Sohlberg began to work on the subject in early 1900, after seeing the mountains of Rondane in bluish moonlight while skiing nearby in Easter 1899 or 1900. He moved in 1900 to a house on the Nesset at Atna in the Østerdalen valley in Eastern Norway. He was joined in 1901 by his wife Lilli Rachel Hennum; they remained at Atna until 1902, when they moved further north to Røros.
He made several studies in the period 1900-02 in a variety of media, including charcoal, crayon, oil and watercolor. One study is held by the Nationalmuseum in Stockholm. He began work on the oil painting held by the National Gallery in 1911, and completed the work in the winter of 1913-1914. It measures 160 cm × 180.5 cm (63.0 in × 71.1 in). Sohlberg later continued to use the image in other media, such as colour lithography.

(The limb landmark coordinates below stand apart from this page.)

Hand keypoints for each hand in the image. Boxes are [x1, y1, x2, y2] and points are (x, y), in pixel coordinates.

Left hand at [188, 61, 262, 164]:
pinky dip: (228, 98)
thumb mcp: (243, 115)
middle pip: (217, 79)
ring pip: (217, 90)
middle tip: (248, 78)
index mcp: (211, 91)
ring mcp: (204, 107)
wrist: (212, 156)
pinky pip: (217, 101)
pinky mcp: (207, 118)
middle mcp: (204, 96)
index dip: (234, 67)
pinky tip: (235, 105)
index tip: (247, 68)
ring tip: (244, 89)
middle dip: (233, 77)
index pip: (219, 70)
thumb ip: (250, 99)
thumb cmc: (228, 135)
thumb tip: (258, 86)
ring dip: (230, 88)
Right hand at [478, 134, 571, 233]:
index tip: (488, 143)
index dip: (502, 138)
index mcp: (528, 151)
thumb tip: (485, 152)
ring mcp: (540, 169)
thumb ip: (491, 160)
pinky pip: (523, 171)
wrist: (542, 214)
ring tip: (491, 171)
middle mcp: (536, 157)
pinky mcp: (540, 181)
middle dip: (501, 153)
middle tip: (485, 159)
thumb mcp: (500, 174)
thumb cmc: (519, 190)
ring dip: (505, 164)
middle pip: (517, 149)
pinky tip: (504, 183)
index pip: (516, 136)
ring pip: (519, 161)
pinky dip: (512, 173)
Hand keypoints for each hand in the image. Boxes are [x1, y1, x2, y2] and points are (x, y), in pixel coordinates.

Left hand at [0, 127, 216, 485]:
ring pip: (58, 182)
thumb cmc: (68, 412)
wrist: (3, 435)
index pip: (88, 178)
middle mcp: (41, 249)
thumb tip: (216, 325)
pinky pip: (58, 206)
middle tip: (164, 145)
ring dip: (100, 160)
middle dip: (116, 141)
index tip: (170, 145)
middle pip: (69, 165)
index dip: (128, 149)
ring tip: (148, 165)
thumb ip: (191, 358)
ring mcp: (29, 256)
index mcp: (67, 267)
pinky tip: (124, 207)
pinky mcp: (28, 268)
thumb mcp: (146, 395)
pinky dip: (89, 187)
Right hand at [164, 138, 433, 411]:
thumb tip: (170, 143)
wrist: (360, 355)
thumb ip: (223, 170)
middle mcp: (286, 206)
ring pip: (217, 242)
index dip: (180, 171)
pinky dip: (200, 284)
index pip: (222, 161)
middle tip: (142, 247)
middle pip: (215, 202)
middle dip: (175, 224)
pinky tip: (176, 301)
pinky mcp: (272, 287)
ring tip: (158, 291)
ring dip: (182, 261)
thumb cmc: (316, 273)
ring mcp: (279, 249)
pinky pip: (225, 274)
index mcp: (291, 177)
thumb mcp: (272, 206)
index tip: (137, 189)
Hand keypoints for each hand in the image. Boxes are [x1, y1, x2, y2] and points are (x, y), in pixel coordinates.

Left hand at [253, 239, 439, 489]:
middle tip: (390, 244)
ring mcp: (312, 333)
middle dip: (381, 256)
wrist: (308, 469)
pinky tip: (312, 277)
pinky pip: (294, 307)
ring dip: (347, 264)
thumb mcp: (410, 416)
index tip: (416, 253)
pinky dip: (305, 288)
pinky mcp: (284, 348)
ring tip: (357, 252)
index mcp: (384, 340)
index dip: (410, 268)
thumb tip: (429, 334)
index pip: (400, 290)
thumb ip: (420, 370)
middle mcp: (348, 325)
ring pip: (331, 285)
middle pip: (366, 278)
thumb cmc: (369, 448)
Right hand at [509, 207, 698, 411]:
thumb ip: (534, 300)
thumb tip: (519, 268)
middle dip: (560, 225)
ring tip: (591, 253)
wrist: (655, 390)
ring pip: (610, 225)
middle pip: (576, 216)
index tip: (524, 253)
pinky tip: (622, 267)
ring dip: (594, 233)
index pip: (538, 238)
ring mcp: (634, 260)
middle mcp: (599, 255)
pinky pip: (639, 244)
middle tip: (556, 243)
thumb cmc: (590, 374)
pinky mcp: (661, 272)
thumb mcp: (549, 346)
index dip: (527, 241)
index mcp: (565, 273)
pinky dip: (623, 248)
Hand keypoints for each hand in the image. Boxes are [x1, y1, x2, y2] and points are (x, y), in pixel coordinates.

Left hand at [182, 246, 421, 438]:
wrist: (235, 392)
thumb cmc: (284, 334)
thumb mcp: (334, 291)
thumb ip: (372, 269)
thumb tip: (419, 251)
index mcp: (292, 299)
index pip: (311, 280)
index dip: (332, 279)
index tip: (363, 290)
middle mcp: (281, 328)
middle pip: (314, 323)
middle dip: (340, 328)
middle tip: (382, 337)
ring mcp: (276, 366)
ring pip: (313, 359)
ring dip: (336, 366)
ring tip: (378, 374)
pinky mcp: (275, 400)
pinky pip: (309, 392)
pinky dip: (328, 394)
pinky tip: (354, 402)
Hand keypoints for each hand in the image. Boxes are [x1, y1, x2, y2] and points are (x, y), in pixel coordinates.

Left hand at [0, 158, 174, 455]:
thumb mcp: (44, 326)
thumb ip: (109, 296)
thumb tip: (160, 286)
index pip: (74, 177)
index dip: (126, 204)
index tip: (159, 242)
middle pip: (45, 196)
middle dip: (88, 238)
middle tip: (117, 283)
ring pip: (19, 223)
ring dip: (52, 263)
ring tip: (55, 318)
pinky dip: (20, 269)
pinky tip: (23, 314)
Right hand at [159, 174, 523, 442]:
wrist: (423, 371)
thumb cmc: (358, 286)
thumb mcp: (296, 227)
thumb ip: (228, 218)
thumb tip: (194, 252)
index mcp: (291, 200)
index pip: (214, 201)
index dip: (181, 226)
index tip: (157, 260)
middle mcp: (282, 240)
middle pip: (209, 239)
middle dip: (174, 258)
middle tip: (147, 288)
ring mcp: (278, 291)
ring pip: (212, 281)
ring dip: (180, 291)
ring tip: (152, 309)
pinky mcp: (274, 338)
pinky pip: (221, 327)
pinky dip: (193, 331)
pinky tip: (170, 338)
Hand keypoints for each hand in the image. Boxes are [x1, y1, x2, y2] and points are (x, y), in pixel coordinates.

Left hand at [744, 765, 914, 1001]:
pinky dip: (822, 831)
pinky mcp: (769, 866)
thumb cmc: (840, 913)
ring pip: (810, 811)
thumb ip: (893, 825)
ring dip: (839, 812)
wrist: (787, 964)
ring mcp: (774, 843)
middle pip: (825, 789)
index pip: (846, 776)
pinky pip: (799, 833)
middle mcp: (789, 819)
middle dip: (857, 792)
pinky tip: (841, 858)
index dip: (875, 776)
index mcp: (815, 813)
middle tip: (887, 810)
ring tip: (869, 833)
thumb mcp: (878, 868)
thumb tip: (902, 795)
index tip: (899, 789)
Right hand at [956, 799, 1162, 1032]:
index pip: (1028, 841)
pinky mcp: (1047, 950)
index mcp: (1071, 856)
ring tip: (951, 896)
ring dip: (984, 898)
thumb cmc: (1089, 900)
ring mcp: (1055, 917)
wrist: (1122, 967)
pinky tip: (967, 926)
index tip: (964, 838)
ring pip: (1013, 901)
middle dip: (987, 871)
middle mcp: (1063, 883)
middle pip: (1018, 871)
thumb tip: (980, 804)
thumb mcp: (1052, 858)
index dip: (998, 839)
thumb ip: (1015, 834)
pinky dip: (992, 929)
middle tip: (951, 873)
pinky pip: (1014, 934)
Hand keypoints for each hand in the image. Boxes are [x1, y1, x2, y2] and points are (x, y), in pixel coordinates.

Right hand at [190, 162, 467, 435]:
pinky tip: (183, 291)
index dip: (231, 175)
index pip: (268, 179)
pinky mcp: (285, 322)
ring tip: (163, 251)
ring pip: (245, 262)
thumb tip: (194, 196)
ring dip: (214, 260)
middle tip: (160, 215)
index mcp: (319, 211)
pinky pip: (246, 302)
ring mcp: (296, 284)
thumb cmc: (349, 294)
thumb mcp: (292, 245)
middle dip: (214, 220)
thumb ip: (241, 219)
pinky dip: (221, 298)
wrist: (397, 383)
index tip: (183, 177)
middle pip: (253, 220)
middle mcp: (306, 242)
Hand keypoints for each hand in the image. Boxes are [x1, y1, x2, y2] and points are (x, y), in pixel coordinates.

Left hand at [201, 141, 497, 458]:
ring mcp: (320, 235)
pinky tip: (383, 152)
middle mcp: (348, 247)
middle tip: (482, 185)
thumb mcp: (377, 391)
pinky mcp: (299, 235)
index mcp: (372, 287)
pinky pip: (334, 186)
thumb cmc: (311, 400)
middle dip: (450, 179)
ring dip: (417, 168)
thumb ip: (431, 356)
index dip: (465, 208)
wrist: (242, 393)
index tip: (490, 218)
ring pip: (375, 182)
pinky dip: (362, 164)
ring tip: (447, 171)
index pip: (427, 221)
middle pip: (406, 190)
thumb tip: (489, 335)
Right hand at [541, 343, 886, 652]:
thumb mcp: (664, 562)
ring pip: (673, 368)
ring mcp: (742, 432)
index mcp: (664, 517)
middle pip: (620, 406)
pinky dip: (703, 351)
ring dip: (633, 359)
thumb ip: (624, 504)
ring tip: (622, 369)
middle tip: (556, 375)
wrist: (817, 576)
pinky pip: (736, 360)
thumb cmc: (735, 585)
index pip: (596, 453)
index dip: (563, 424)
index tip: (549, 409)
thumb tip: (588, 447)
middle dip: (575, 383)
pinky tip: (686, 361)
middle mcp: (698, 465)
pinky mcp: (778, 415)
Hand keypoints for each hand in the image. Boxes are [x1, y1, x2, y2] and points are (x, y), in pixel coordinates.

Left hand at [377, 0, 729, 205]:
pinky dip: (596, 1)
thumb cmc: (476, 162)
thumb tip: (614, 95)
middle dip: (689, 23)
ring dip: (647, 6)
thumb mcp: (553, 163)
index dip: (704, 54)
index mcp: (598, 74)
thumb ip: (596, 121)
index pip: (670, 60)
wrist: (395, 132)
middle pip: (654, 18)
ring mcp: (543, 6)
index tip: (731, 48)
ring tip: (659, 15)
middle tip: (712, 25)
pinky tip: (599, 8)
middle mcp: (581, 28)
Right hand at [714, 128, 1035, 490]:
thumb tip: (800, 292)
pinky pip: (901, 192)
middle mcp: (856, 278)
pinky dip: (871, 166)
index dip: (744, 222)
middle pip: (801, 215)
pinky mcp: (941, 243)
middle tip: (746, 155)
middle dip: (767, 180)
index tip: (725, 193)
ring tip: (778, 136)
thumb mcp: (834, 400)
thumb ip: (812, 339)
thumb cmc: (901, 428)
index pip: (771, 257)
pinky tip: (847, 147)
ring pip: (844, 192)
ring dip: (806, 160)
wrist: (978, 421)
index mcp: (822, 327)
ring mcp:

The work depicts mountains covered by snow, under a deep blue-black cloudless evening sky. The foreground is framed by the silhouetted limbs of bare weathered trees, but the work is devoid of any sign of humans or animals. At the centre of the symmetrical balanced painting is a single bright star visible in a gap between two mountains. Picked out on the snow of a mountain peak to the right is a cross.
The painting was completed for the 1914 Jubilee Exhibition at Frogner Manor, where it was a critical and public success. It was acquired by ship owner and art collector Jørgen Breder Stang, who donated to the National Gallery in Oslo in 1918. It underwent major conservation work for its centenary in 2014, which revealed the artist's signature in the bottom right corner.
In 1995 it won a public vote organised by the Norwegian national broadcasting service, NRK, to select Norway's national painting, ahead of works by artists such as Adolph Tidemand and Hans Gude.